◆ **What the exercise asks**
The answer must consist of each line below that contains the word "장안거리", copied in full.

◆ **Material for this task**
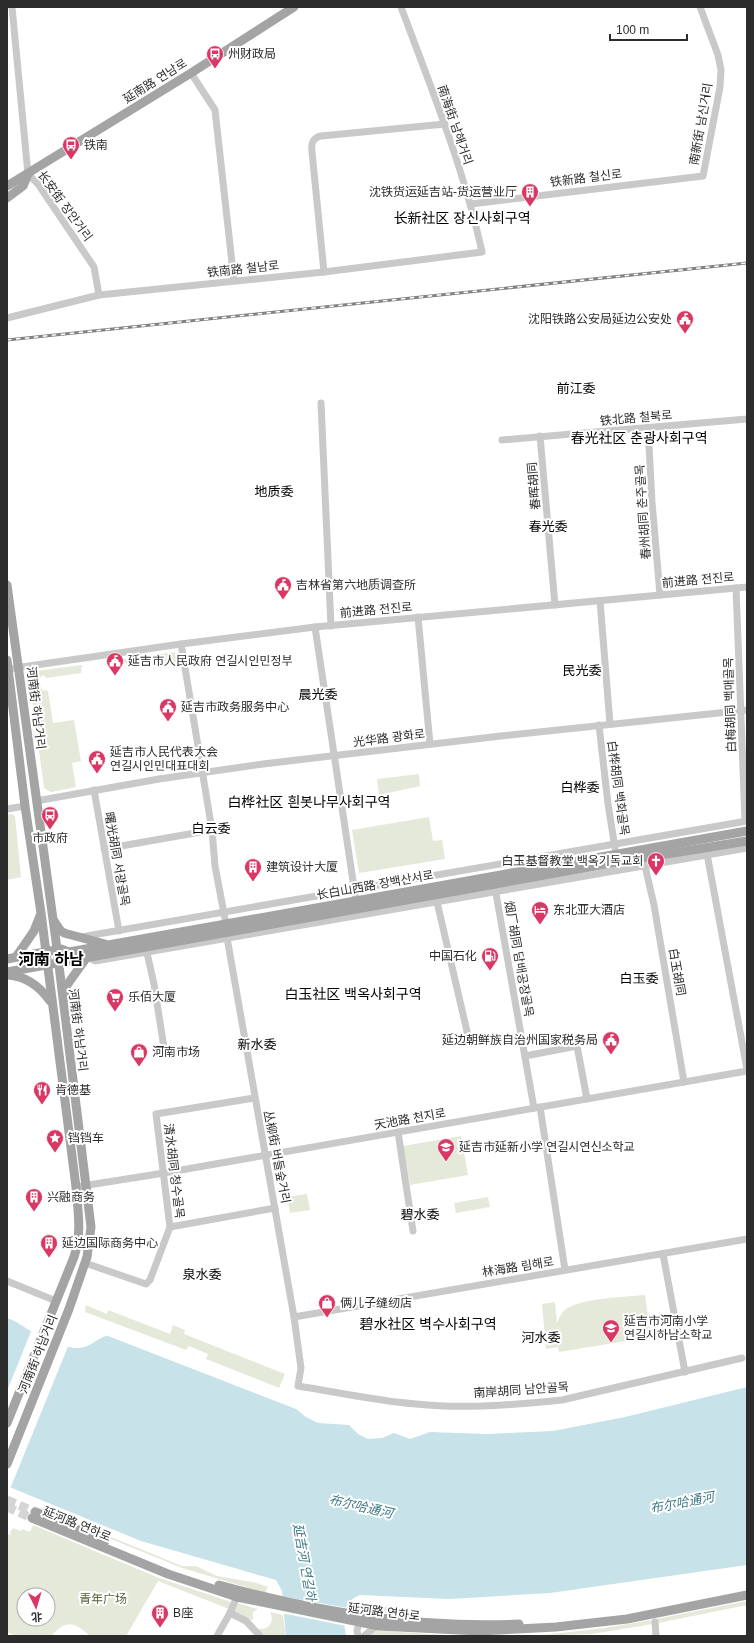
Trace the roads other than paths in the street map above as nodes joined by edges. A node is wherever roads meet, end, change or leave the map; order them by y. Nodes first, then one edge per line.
1 (12, 7) edge
2 (294, 7) edge
3 (401, 7) edge
4 (700, 7) edge
5 (191, 73) junction
6 (445, 124) junction
7 (28, 174) junction
8 (703, 176) joint
9 (8, 184) edge
10 (7, 198) edge
11 (471, 204) junction
12 (482, 252) joint
13 (324, 272) junction
14 (234, 281) junction
15 (99, 294) junction
16 (7, 318) edge
17 (321, 403) dead end
18 (747, 419) edge
19 (648, 427) junction
20 (540, 436) junction
21 (502, 440) dead end
22 (7, 585) edge
23 (747, 587) edge
24 (736, 588) junction
25 (660, 595) junction
26 (600, 601) junction
27 (555, 605) junction
28 (418, 617) junction
29 (331, 626) junction
30 (315, 627) junction
31 (181, 644) junction
32 (8, 665) edge
33 (19, 668) junction
34 (744, 710) edge
35 (610, 724) junction
36 (599, 725) junction
37 (430, 744) junction
38 (335, 756) junction
39 (202, 773) junction
40 (94, 790) junction
41 (36, 800) junction
42 (24, 806) junction
43 (7, 809) edge
44 (746, 821) edge
45 (212, 830) junction
46 (747, 831) edge
47 (747, 841) edge
48 (614, 844) junction
49 (747, 848) edge
50 (104, 849) junction
51 (616, 854) junction
52 (707, 854) junction
53 (645, 866) junction
54 (607, 869) junction
55 (355, 888) junction
56 (495, 888) junction
57 (356, 901) junction
58 (437, 902) junction
59 (224, 912) junction
60 (41, 913) junction
61 (52, 916) junction
62 (119, 931) junction
63 (226, 931) junction
64 (80, 937) junction
65 (108, 945) junction
66 (57, 950) junction
67 (45, 952) junction
68 (147, 953) junction
69 (87, 957) junction
70 (11, 958) edge
71 (58, 962) junction
72 (47, 965) junction
73 (7, 974) edge
74 (51, 1003) junction
75 (63, 1010) junction
76 (469, 1040) dead end
77 (165, 1054) dead end
78 (525, 1056) junction
79 (747, 1070) edge
80 (684, 1082) junction
81 (254, 1098) junction
82 (588, 1099) junction
83 (537, 1108) junction
84 (398, 1132) junction
85 (265, 1155) junction
86 (164, 1173) junction
87 (87, 1185) junction
88 (76, 1187) junction
89 (275, 1208) junction
90 (170, 1227) junction
91 (413, 1231) dead end
92 (747, 1239) edge
93 (663, 1254) junction
94 (85, 1263) junction
95 (565, 1270) junction
96 (7, 1281) edge
97 (56, 1301) junction
98 (294, 1317) junction
99 (742, 1358) dead end
100 (684, 1372) junction
101 (298, 1386) joint
102 (7, 1423) edge
103 (7, 1464) edge
104 (34, 1515) tunnel mouth
105 (747, 1589) edge
106 (238, 1594) junction
107 (747, 1596) edge
108 (230, 1613) junction
109 (358, 1619) junction
110 (655, 1622) dead end
111 (376, 1626) junction
112 (511, 1633) edge
113 (217, 1636) edge
114 (260, 1636) edge
115 (358, 1636) edge
116 (364, 1636) edge
117 (656, 1636) edge

1 - 7 street, 长安街 장안거리
2 - 5 main road, 延南路 연남로
3 - 6 street, 南海街 남해거리
4 - 8 street, 南新街 남신거리
5 - 7 main road, 延南路 연남로
5 - 14 street
6 - 11 street, 南海街 남해거리
6 - 13 street
7 - 9 main road, 延南路 연남로
7 - 10 main road, 延南路 연남로
7 - 15 street, 长安街 장안거리
8 - 11 street, 铁新路 철신로
11 - 12 street, 南海街 남해거리
12 - 13 street, 铁南路 철남로
13 - 14 street, 铁南路 철남로
14 - 15 street, 铁南路 철남로
15 - 16 street, 铁南路 철남로
17 - 29 street
18 - 19 street, 铁北路 철북로
19 - 20 street, 铁北路 철북로
19 - 25 street, 春州胡同 춘주골목
20 - 21 street, 铁北路 철북로
20 - 27 street, 春晖胡同
22 - 33 main road, 河南街 하남거리
23 - 24 street, 前进路 전진로
24 - 25 street, 前进路 전진로
24 - 34 street, 白梅胡同 백매골목
25 - 26 street, 前进路 전진로
26 - 27 street, 前进路 전진로
26 - 35 street, 白桦胡同 백화골목
27 - 28 street, 前进路 전진로
28 - 29 street, 前进路 전진로
28 - 37 street
29 - 30 street, 前进路 전진로
30 - 31 street, 前进路 전진로
30 - 38 street
31 - 33 street, 前进路 전진로
31 - 39 street, 丛柳街 버들숲거리
32 - 33 street, 前进路 전진로
32 - 42 main road, 河南街 하남거리
33 - 41 main road, 河南街 하남거리
34 - 35 street, 光华路 광화로
34 - 44 street, 白梅胡同 백매골목
35 - 36 street, 光华路 광화로
36 - 37 street, 光华路 광화로
36 - 48 street, 白桦胡同 백화골목
37 - 38 street, 光华路 광화로
38 - 39 street, 光华路 광화로
38 - 55 street
39 - 40 street, 光华路 광화로
39 - 45 street, 丛柳街 버들숲거리
40 - 41 street, 光华路 광화로
40 - 50 street, 曙光胡同 서광골목
41 - 61 main road, 河南街 하남거리
42 - 43 street
42 - 60 main road, 河南街 하남거리
44 - 48 street
45 - 50 street
45 - 59 street, 丛柳街 버들숲거리
46 - 51 main road, 长白山西路 장백산서로
47 - 54 main road, 长白山西路 장백산서로
48 - 51 street, 白桦胡同 백화골목
48 - 55 street
49 - 52 street
50 - 62 street, 曙光胡同 서광골목
51 - 57 main road, 长白山西路 장백산서로
52 - 53 street
52 - 79 street
53 - 54 street
53 - 80 street, 白玉胡同
54 - 56 main road, 长白山西路 장백산서로
55 - 57 street
55 - 59 street
56 - 58 street
56 - 63 main road, 长白山西路 장백산서로
56 - 78 street, 烟厂胡同 담배공장골목
57 - 63 main road, 长白山西路 장백산서로
58 - 63 street
58 - 76 street
59 - 62 street
59 - 63 street, 丛柳街 버들숲거리
60 - 67 main road, 河南街 하남거리
60 - 70 main road
61 - 64 main road
61 - 66 main road, 河南街 하남거리
62 - 64 street
63 - 65 main road, 长白山西路 장백산서로
63 - 68 street
63 - 69 main road, 长白山西路 장백산서로
63 - 81 street, 丛柳街 버들숲거리
64 - 65 main road
65 - 66 main road, 长白山西路 장백산서로
66 - 67 main road, 长白山西路 장백산서로
66 - 71 main road, 河南街 하남거리
67 - 70 main road, 长白山西路 장백산서로
67 - 72 main road, 河南街 하남거리
68 - 69 street
68 - 77 street
69 - 71 main road, 长白山西路 장백산서로
69 - 75 main road
71 - 72 main road, 长白山西路 장백산서로
71 - 75 main road, 河南街 하남거리
72 - 73 main road, 长白山西路 장백산서로
72 - 74 main road, 河南街 하남거리
73 - 74 main road
74 - 88 main road, 河南街 하남거리
75 - 87 main road, 河南街 하남거리
78 - 82 street
78 - 83 street, 烟厂胡同 담배공장골목
79 - 80 street, 天池路 천지로
80 - 82 street, 天池路 천지로
81 - 85 street, 丛柳街 버들숲거리
81 - 86 street, 清水胡同 청수골목
82 - 83 street, 天池路 천지로
83 - 84 street, 天池路 천지로
83 - 95 street, 烟厂胡同 담배공장골목
84 - 85 street, 天池路 천지로
84 - 91 street
85 - 86 street, 天池路 천지로
85 - 89 street, 丛柳街 버들숲거리
86 - 87 street, 天池路 천지로
86 - 90 street, 清水胡同 청수골목
87 - 88 street, 天池路 천지로
87 - 94 main road, 河南街 하남거리
88 - 97 main road, 河南街 하남거리
89 - 90 street
89 - 98 street, 丛柳街 버들숲거리
90 - 94 street, 清水胡同 청수골목
92 - 93 street, 林海路 림해로
93 - 95 street, 林海路 림해로
93 - 100 street
94 - 103 main road, 河南街 하남거리
95 - 98 street, 林海路 림해로
96 - 97 street
97 - 102 main road, 河南街 하남거리
98 - 101 street, 丛柳街 버들숲거리
99 - 100 street, 南岸胡同 남안골목
100 - 101 street, 南岸胡同 남안골목
104 - 106 main road, 延河路 연하로
105 - 109 main road, 延河路 연하로
106 - 108 street
106 - 109 main road, 延河路 연하로
107 - 112 main road, 延河路 연하로
108 - 113 street
108 - 114 street
109 - 111 main road, 延河路 연하로
109 - 115 street
110 - 117 street
111 - 112 main road, 延河路 연하로
111 - 116 street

◆ **Finished exercise**
1 - 7 street, 长安街 장안거리
7 - 15 street, 长安街 장안거리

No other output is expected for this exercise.